For the residents of three villages in Congo-Brazzaville’s Pool department, the switch finally flipped. Louingui, Boko and Loumo are now tied into the national electricity grid, closing a long wait for households that had lived for years without a steady supply of power.
A midnight connection welcomed by residents
The turning point came in the small hours of Saturday, 4 July 2026. Technicians from E2c, the Congolese national utility (Énergie électrique du Congo), completed the connection at Louingui deep in the night, to the visible delight of local families.
The timing hardly mattered. What counted was that the current arrived at all.
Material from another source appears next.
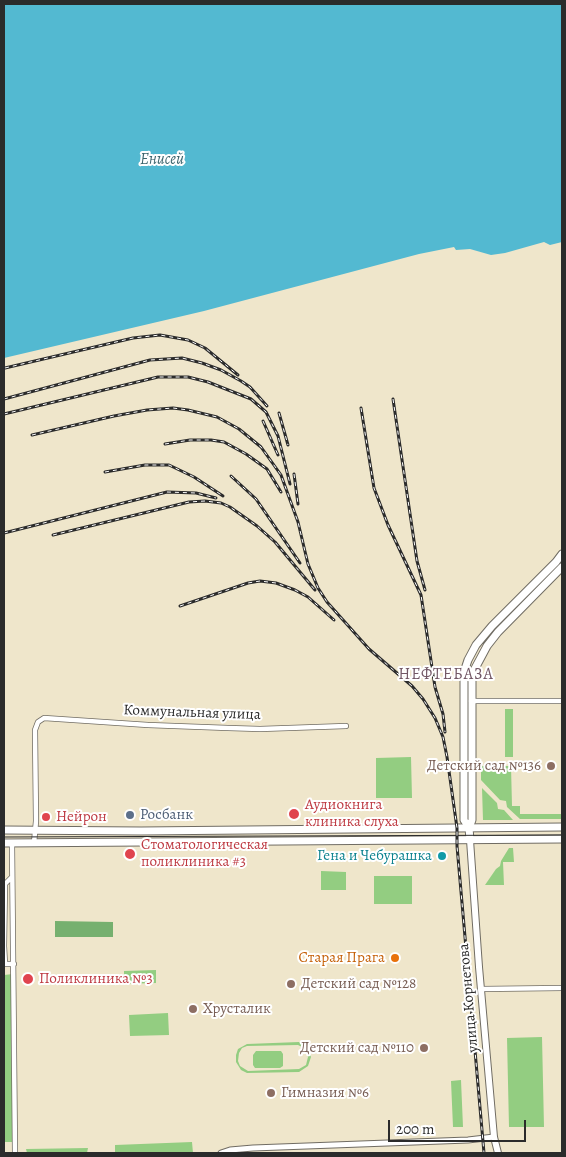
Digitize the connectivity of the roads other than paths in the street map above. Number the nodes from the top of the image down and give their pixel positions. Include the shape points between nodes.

For a district long left on the margins of the country’s power map, the moment marked a genuine shift rather than another promise deferred to some later date.
Sixty kilometres of new line across the Pool
Behind the flip of the switch lies a sizeable stretch of infrastructure. Crews built a line of more than 60 kilometres running from Kinkala to Boko, passing through Louingui along the way. From there, a branch of roughly 30 kilometres carries the current onward to reach Loumo.
That layout explains why the connection unfolded in stages. Louingui and Boko sit on the main artery, while Loumo depends on the dedicated spur. The completion of the Loumo link rounded out the electrification of all three localities across the same corridor.
What steady power could change on the ground
Access to reliable electricity is rarely just about lighting a room after dark. In these villages, it reshapes the economics of everyday work, giving small producers tools they could not previously run and extending the hours in which they can trade.
Officials frame the project as a lever for local development. The new supply is expected to support agriculture, craft trades and commerce in particular, the three pillars on which the rural economy of the Pool largely rests.
For farmers, power can mean cold storage, pumping and processing that reduce waste. For artisans and shopkeepers, it means machinery, refrigeration and longer opening hours. Each of those gains, modest on its own, adds up to a broader push for growth.
Part of a wider rural electrification drive
The three connections form one chapter in a larger campaign to bring the grid to the Pool’s under-served communities. Authorities describe the recent work as a significant step forward in that ongoing rural electrification programme rather than an isolated event.
The ambition, as presented, is to knit the department’s scattered localities into a single, dependable network. Each new line narrows the gap between the areas already served and those still waiting for their own connection.
Which localities could be next
The map is far from complete. Three further localities could be linked in the near term: Goma-Tsetsé, Linzolo and Mbanza-Ndounga. Each would extend the reach of the grid a little deeper into the department.
If those connections go ahead, Kindamba would remain the last district in the Pool still awaiting electrification. That prospect sets a clear, if demanding, horizon for the programme and offers a measure against which its progress can be judged.
No firm timetable was attached to those next phases in the accounts available. The localities named stand as stated intentions, and it remains to be seen how quickly the crews can repeat at Goma-Tsetsé, Linzolo and Mbanza-Ndounga what they achieved at Louingui, Boko and Loumo.
A quiet milestone with lasting weight
Set against national headlines, a night-time connection in three rural villages may look like a minor entry. Yet for the households involved, few developments carry as much practical weight as the arrival of dependable power.
The line from Kinkala to Boko, and the spur out to Loumo, now stand as tangible proof that the grid is inching outward. Whether that momentum holds will depend on the localities still queued behind them, from Goma-Tsetsé to Kindamba.
For now, Louingui, Boko and Loumo can count themselves among the connected. In a department where the grid has long stopped short of many doorsteps, that alone is reason enough for the celebration that greeted the crews on a July night.